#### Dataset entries
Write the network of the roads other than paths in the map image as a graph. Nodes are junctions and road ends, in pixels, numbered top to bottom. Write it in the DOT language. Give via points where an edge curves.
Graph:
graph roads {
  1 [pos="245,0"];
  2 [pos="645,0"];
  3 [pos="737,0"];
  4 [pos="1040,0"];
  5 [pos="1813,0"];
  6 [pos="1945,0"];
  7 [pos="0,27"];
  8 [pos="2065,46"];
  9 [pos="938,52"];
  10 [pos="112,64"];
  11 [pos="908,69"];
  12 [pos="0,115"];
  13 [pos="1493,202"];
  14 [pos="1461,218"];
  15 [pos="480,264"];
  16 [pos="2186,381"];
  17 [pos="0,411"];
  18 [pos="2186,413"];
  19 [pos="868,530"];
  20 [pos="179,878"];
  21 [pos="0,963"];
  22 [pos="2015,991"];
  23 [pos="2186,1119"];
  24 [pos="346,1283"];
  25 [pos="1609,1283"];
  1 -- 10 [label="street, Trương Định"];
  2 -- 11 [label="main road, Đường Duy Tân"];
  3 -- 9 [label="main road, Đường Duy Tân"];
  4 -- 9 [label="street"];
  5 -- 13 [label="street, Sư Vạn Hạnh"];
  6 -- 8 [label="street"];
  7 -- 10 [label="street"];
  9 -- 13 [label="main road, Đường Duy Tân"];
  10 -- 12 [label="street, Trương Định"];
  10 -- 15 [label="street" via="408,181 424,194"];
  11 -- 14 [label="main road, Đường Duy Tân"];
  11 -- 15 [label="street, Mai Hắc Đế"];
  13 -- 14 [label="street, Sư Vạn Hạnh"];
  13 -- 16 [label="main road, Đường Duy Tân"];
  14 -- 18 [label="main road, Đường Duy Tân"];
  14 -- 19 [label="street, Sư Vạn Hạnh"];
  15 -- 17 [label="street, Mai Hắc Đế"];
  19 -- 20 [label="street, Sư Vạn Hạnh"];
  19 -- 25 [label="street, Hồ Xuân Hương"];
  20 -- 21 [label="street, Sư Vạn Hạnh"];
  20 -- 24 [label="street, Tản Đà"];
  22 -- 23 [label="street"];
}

#### Exercise details
In this exercise, repeat all entries exactly.

#### Problem solution
Write the network of the roads other than paths in the map image as a graph. Nodes are junctions and road ends, in pixels, numbered top to bottom. Write it in the DOT language. Give via points where an edge curves.
Graph:
graph roads {
  1 [pos="245,0"];
  2 [pos="645,0"];
  3 [pos="737,0"];
  4 [pos="1040,0"];
  5 [pos="1813,0"];
  6 [pos="1945,0"];
  7 [pos="0,27"];
  8 [pos="2065,46"];
  9 [pos="938,52"];
  10 [pos="112,64"];
  11 [pos="908,69"];
  12 [pos="0,115"];
  13 [pos="1493,202"];
  14 [pos="1461,218"];
  15 [pos="480,264"];
  16 [pos="2186,381"];
  17 [pos="0,411"];
  18 [pos="2186,413"];
  19 [pos="868,530"];
  20 [pos="179,878"];
  21 [pos="0,963"];
  22 [pos="2015,991"];
  23 [pos="2186,1119"];
  24 [pos="346,1283"];
  25 [pos="1609,1283"];
  1 -- 10 [label="street, Trương Định"];
  2 -- 11 [label="main road, Đường Duy Tân"];
  3 -- 9 [label="main road, Đường Duy Tân"];
  4 -- 9 [label="street"];
  5 -- 13 [label="street, Sư Vạn Hạnh"];
  6 -- 8 [label="street"];
  7 -- 10 [label="street"];
  9 -- 13 [label="main road, Đường Duy Tân"];
  10 -- 12 [label="street, Trương Định"];
  10 -- 15 [label="street" via="408,181 424,194"];
  11 -- 14 [label="main road, Đường Duy Tân"];
  11 -- 15 [label="street, Mai Hắc Đế"];
  13 -- 14 [label="street, Sư Vạn Hạnh"];
  13 -- 16 [label="main road, Đường Duy Tân"];
  14 -- 18 [label="main road, Đường Duy Tân"];
  14 -- 19 [label="street, Sư Vạn Hạnh"];
  15 -- 17 [label="street, Mai Hắc Đế"];
  19 -- 20 [label="street, Sư Vạn Hạnh"];
  19 -- 25 [label="street, Hồ Xuân Hương"];
  20 -- 21 [label="street, Sư Vạn Hạnh"];
  20 -- 24 [label="street, Tản Đà"];
  22 -- 23 [label="street"];
}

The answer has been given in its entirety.